§ RECORD EXCERPTS:
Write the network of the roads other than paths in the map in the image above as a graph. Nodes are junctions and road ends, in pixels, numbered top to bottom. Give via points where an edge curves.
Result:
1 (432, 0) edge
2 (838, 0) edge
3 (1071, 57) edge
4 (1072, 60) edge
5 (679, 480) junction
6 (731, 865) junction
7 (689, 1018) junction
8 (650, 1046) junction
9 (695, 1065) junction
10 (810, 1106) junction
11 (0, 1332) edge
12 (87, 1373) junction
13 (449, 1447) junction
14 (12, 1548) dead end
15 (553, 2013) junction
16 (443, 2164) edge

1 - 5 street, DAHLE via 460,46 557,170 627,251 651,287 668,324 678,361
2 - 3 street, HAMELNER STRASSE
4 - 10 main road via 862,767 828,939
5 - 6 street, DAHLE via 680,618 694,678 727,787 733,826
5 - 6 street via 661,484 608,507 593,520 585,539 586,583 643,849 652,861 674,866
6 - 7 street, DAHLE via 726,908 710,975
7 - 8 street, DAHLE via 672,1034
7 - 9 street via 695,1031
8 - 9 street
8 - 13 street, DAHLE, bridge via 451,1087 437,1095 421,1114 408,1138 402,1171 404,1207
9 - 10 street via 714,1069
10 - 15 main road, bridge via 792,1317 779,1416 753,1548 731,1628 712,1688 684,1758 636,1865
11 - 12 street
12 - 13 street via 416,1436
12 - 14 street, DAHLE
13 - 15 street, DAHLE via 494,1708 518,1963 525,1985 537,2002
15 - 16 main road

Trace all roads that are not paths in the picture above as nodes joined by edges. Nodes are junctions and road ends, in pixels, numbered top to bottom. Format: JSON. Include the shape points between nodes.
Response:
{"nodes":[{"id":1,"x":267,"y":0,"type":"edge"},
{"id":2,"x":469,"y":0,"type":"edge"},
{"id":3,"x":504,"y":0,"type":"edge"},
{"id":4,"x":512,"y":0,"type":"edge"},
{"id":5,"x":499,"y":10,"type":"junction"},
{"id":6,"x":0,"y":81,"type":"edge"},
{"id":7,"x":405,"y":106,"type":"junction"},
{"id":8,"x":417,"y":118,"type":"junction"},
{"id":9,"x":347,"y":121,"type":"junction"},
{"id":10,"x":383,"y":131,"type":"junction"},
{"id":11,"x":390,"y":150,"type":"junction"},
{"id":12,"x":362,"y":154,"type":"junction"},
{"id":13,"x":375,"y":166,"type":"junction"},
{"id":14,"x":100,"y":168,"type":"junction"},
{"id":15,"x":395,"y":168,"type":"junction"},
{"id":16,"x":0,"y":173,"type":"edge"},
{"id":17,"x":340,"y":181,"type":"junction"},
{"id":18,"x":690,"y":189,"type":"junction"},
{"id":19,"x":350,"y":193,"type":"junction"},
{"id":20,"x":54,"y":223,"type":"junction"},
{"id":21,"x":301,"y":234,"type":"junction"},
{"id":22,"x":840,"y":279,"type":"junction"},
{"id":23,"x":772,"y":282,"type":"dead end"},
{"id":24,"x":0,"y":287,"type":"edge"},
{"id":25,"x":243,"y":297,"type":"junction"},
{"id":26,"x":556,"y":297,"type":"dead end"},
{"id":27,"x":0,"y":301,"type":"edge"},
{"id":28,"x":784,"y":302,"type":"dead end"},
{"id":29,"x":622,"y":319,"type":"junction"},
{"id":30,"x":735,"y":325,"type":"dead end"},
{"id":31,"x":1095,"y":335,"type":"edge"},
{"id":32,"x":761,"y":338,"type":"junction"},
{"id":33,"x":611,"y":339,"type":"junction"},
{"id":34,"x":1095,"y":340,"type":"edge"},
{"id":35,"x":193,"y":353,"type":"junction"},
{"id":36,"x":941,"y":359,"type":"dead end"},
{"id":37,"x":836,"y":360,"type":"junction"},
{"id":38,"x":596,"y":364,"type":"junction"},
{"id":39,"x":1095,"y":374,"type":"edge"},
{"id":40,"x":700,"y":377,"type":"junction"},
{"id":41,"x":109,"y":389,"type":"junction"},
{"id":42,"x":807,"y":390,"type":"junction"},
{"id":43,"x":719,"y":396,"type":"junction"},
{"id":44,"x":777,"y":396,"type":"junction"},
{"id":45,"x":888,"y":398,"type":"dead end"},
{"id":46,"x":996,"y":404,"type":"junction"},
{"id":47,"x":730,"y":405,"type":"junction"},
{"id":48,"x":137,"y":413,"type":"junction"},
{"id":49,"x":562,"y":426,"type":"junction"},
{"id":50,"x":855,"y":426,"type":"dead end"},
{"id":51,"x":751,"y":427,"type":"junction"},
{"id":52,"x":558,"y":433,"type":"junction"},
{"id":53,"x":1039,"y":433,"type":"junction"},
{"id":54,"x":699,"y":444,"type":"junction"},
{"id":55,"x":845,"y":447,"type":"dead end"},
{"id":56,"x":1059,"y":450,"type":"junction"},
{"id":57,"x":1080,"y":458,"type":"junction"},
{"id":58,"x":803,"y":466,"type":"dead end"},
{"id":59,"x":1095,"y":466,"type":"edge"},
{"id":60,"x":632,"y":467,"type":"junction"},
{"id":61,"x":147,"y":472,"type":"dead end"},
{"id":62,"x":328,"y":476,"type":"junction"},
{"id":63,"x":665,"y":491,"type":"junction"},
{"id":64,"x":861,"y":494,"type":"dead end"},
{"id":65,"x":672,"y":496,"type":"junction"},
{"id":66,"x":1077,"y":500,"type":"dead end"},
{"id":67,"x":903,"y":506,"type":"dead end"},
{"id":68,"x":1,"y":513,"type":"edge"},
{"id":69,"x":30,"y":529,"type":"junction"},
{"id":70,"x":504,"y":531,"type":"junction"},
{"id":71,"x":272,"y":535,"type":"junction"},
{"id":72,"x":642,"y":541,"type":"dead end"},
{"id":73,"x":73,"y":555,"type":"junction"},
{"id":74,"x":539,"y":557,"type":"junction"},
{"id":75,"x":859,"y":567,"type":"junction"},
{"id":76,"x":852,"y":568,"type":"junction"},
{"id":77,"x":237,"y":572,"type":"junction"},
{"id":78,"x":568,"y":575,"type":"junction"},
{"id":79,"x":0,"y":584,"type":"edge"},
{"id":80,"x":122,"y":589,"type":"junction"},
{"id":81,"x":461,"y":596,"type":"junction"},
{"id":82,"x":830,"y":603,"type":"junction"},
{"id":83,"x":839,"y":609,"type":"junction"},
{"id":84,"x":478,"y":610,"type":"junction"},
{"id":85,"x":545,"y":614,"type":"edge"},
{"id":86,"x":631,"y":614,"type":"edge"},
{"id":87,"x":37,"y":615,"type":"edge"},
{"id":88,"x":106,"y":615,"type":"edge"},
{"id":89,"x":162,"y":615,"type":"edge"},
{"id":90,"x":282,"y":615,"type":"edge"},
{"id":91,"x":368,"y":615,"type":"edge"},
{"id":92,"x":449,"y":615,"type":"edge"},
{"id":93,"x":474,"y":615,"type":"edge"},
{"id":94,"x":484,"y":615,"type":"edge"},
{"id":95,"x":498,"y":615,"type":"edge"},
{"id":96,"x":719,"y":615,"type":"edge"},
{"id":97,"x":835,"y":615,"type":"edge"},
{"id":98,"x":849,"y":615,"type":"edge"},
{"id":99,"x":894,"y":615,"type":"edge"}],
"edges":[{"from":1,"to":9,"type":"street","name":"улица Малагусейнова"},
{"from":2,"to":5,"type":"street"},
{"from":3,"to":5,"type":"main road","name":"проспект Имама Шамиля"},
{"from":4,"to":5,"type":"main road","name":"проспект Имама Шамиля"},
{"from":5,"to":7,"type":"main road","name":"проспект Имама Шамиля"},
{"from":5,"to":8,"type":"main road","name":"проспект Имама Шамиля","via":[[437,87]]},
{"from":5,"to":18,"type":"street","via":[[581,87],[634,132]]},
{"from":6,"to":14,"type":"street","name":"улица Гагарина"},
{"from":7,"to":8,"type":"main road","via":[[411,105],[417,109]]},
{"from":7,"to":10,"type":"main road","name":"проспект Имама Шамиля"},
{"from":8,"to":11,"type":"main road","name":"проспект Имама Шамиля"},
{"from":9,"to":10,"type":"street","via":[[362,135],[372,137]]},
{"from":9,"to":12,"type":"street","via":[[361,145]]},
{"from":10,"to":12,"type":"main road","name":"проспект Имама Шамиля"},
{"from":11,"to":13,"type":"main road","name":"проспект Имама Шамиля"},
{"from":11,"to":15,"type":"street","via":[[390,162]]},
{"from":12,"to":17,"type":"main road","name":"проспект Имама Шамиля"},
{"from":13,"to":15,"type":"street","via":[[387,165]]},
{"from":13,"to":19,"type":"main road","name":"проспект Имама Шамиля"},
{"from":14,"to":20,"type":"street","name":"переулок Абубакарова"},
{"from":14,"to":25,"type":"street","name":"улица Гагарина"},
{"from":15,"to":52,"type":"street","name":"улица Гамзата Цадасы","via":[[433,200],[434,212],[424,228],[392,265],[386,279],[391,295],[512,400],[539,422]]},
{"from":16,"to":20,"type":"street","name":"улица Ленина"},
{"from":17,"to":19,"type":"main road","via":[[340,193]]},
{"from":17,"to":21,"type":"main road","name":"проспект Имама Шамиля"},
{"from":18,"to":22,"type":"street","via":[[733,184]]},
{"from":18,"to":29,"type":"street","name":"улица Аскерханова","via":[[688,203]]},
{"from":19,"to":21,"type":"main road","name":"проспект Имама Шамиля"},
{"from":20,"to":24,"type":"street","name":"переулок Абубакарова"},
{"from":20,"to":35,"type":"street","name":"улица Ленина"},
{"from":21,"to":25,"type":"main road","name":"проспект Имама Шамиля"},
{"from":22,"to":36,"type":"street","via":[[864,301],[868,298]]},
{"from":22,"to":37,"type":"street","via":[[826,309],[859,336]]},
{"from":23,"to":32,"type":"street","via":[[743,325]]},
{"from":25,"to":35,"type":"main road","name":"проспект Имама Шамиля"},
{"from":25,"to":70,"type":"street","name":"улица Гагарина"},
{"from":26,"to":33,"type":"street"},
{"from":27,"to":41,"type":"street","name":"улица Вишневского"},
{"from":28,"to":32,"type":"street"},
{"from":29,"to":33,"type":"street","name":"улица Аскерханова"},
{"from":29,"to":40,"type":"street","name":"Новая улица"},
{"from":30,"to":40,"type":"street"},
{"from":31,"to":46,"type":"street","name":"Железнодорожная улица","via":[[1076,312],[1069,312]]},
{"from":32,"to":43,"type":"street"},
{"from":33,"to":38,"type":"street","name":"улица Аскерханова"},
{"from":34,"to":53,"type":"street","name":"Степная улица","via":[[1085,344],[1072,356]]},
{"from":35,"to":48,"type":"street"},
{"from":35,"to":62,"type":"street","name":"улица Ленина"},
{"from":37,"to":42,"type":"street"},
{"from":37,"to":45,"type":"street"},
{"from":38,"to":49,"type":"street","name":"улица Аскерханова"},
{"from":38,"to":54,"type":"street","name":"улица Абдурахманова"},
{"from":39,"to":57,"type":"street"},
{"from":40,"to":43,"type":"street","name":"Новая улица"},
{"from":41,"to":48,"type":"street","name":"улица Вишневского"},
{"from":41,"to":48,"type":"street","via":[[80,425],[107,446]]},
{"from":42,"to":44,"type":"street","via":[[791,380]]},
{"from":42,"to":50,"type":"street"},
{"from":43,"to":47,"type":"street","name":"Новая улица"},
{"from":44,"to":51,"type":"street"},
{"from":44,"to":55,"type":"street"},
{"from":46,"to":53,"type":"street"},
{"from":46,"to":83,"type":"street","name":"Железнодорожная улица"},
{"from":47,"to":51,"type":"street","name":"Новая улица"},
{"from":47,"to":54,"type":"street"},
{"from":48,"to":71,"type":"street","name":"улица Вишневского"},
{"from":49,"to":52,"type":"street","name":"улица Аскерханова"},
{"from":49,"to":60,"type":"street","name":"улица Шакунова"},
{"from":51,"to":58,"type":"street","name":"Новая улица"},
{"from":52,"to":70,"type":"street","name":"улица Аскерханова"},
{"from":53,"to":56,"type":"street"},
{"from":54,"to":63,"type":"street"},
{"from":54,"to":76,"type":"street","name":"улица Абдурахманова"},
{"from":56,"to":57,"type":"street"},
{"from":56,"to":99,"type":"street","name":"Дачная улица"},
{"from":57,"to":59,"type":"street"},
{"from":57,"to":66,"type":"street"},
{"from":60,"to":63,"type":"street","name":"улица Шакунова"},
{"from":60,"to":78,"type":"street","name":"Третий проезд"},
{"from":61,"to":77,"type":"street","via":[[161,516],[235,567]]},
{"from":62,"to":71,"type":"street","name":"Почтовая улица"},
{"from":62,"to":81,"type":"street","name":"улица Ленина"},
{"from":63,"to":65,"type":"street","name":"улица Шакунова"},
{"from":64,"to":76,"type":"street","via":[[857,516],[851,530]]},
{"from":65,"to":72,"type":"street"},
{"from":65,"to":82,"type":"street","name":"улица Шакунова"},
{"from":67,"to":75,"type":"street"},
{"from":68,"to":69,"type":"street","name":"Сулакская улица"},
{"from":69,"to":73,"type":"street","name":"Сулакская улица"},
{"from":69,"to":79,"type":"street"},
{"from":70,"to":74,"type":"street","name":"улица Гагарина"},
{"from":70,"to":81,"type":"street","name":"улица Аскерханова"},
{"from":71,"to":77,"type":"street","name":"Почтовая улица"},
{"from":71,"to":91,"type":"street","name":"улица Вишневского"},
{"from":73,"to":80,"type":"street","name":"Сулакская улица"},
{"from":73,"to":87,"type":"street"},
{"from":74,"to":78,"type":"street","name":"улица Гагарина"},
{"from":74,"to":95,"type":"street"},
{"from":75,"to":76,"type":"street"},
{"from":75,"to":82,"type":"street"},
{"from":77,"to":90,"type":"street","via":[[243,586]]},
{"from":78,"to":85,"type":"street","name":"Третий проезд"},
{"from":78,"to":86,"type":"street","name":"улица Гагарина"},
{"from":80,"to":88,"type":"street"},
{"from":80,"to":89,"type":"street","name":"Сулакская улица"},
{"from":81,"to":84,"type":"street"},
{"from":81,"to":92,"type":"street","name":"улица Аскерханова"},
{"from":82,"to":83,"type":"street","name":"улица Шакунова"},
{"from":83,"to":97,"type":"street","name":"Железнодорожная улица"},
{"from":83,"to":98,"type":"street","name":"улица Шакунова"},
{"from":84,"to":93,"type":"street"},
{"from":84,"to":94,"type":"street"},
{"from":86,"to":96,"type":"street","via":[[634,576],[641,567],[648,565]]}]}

§ WORK INSTRUCTIONS: Every line from the start of the listing through the line with "Trace all roads" should be reproduced exactly, and no other line.

§ TASK ANSWER:
Write the network of the roads other than paths in the map in the image above as a graph. Nodes are junctions and road ends, in pixels, numbered top to bottom. Give via points where an edge curves.
Result:
1 (432, 0) edge
2 (838, 0) edge
3 (1071, 57) edge
4 (1072, 60) edge
5 (679, 480) junction
6 (731, 865) junction
7 (689, 1018) junction
8 (650, 1046) junction
9 (695, 1065) junction
10 (810, 1106) junction
11 (0, 1332) edge
12 (87, 1373) junction
13 (449, 1447) junction
14 (12, 1548) dead end
15 (553, 2013) junction
16 (443, 2164) edge

1 - 5 street, DAHLE via 460,46 557,170 627,251 651,287 668,324 678,361
2 - 3 street, HAMELNER STRASSE
4 - 10 main road via 862,767 828,939
5 - 6 street, DAHLE via 680,618 694,678 727,787 733,826
5 - 6 street via 661,484 608,507 593,520 585,539 586,583 643,849 652,861 674,866
6 - 7 street, DAHLE via 726,908 710,975
7 - 8 street, DAHLE via 672,1034
7 - 9 street via 695,1031
8 - 9 street
8 - 13 street, DAHLE, bridge via 451,1087 437,1095 421,1114 408,1138 402,1171 404,1207
9 - 10 street via 714,1069
10 - 15 main road, bridge via 792,1317 779,1416 753,1548 731,1628 712,1688 684,1758 636,1865
11 - 12 street
12 - 13 street via 416,1436
12 - 14 street, DAHLE
13 - 15 street, DAHLE via 494,1708 518,1963 525,1985 537,2002
15 - 16 main road

Trace all roads that are not paths in the picture above as nodes joined by edges. Nodes are junctions and road ends, in pixels, numbered top to bottom. Format: JSON. Include the shape points between nodes.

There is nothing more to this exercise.